É urgentíssimo. Estamos perante a tempestade perfeita. Além do risco de colapso do SNS, sabemos que as pessoas vão querer celebrar o Natal. A natureza humana é gregária. Deveríamos começar a dar sinais de que o Natal se deve fazer de forma menos alargada porque sabemos que as pessoas não vão querer ficar sozinhas. No entanto, não há forma de manter máscaras à mesa nem de separar avós e netos. Com que números vamos lá chegar? Com cinco ou sete mil casos por dia? Numa situação dessa gravidade, comemorar o Natal em família como habitualmente, representará o momento de maior risco em toda a pandemia covid.

Aliás, para evitar ainda mais consequências quanto ao Natal, deveríamos igualmente confinar entre 24 de Dezembro e 3 de Janeiro (de novo 11 dias) porque na prática, só 3 são dias completamente úteis (28, 29 e 30 dezembro) em muitas indústrias e serviços. Estes três dias poderiam entrar a desconto de férias de 2020 ou 2021 – seria um contributo nacional de todos. Dessa forma, o ambiente familiar ficaria em “bolha”, evitando a multiplicação exponencial de casos no pós-Natal. E, claro, infelizmente, nem vale a pena falar-se de reveillón…

Com clarificação e antecipação, as empresas e os trabalhadores podem saber com o que contam: quando podem fazer compras e em que horários; como organizar o trabalho em casa; quando se pode fazer uma viagem de Natal e para onde.

Pelo contrário, o atual confinamento fofinho deixa-nos em lume brando, semana após semana. Isso mata mais postos de trabalho do que gerar momentos-choque e, depois, deixar a vida correr, com a normalidade possível neste contexto.

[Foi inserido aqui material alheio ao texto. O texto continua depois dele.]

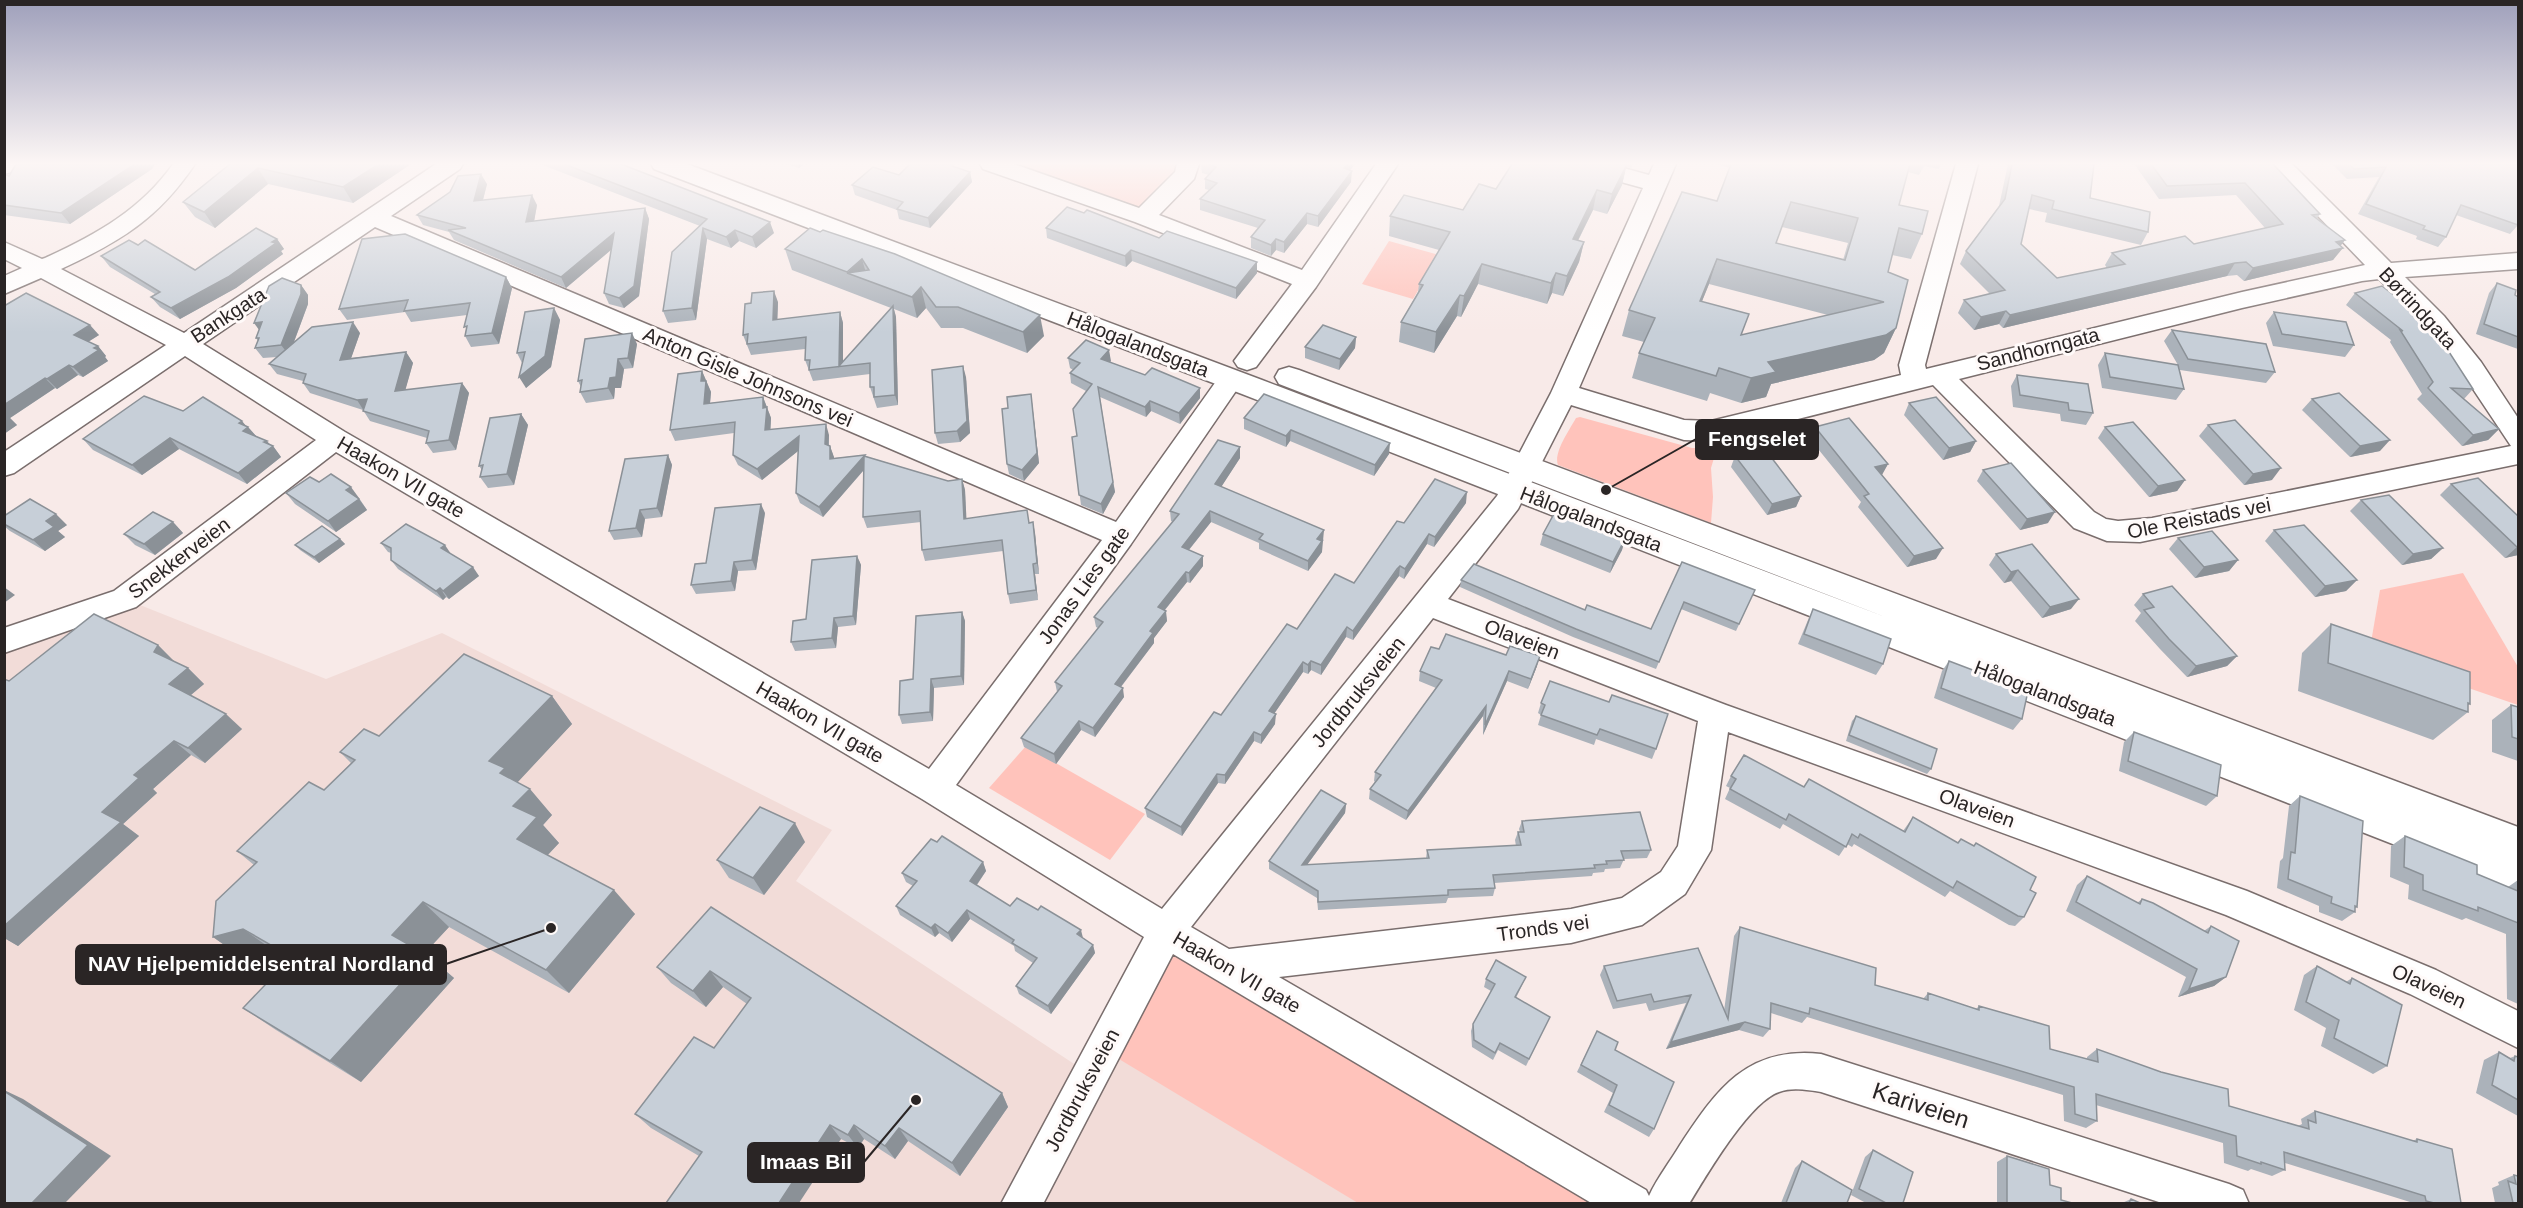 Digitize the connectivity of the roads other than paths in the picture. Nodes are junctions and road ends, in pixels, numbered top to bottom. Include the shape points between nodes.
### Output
1 (133, 220) edge
2 (371, 220) edge
3 (381, 220) edge
4 (821, 220) edge
5 (862, 220) edge
6 (1152, 220) edge
7 (1348, 220) edge
8 (1640, 220) edge
9 (1952, 220) edge
10 (2335, 220) edge
11 (4, 249) edge
12 (2518, 261) edge
13 (43, 267) junction
14 (2384, 270) junction
15 (1307, 281) junction
16 (4, 286) edge
17 (185, 344) junction
18 (1239, 370) junction
19 (1927, 377) junction
20 (1564, 393) junction
21 (2518, 438) edge
22 (335, 439) junction
23 (2518, 454) edge
24 (4, 465) edge
25 (1521, 479) junction
26 (1121, 536) junction
27 (1429, 603) junction
28 (4, 641) edge
29 (1715, 714) junction
30 (934, 789) junction
31 (2518, 844) edge
32 (2518, 876) edge
33 (1166, 931) junction
34 (1228, 966) junction
35 (2518, 1029) edge
36 (1021, 1203) edge
37 (1632, 1203) edge
38 (1666, 1203) edge
39 (2229, 1203) edge

1 - 13 street
2 - 17 street, Bankgata
3 - 26 street, Anton Gisle Johnsons vei
4 - 18 street, Hålogalandsgata
5 - 18 street, Hålogalandsgata
6 - 15 street
7 - 15 street, Jonas Lies gate
8 - 20 street, Jordbruksveien
9 - 19 street via 1912,366
10 - 14 street, Børtindgata
11 - 13 street, Haakon VII gate
12 - 14 street, Sandhorngata
13 - 16 street
13 - 17 street, Haakon VII gate
14 - 19 street, Sandhorngata via 2242,300
14 - 21 street, Børtindgata via 2464,358
15 - 18 street, Jonas Lies gate
17 - 22 street, Haakon VII gate
17 - 24 street, Bankgata
18 - 25 street, Hålogalandsgata
18 - 26 street, Jonas Lies gate
19 - 20 street, Sandhorngata via 1710,431 1684,430
19 - 23 street, Ole Reistads vei via 2084,520 2111,533 2176,525
20 - 25 street, Jordbruksveien
22 - 28 street, Snekkerveien via 125,599
22 - 30 street, Haakon VII gate
25 - 27 street, Jordbruksveien via 1505,508
25 - 31 street, Hålogalandsgata
25 - 32 street, Hålogalandsgata
26 - 30 street, Jonas Lies gate
27 - 29 street, Olaveien
27 - 33 street, Jordbruksveien
29 - 34 street, Tronds vei via 1694,850 1673,883 1630,913 1571,926
29 - 35 street, Olaveien via 2235,902 2423,982
30 - 33 street, Haakon VII gate
33 - 34 street, Haakon VII gate
33 - 36 street, Jordbruksveien
34 - 37 street, Haakon VII gate
38 - 39 street, Kariveien via 1741,1096 1768,1076 1792,1070 1821,1073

Abrir-fechar-abrir-fechar. Com eficácia e noção de que o vírus não vai desaparecer. Estancar mobilidade. Abrandar o contágio, sabendo que depois ele subirá de novo. Gerir psicologicamente o estado anímico da população. Evitar-se o confinamento infinito como o da primeira vaga.

Estamos no momento decisivo para limitarmos uma hecatombe humana em Portugal, tal como sucedeu em Itália e Espanha. Aliás, se soubéssemos que haveria um bombardeamento nazi sobre a nossa cidade durante três meses, mas que a guerra acabaria logo depois, não nos manteríamos a pão e água num bunker durante esse tempo?

E neste caso, nem bunker, nem pão e água, nem bombas. Bom… talvez não sejamos da mesma fibra dos nossos avós.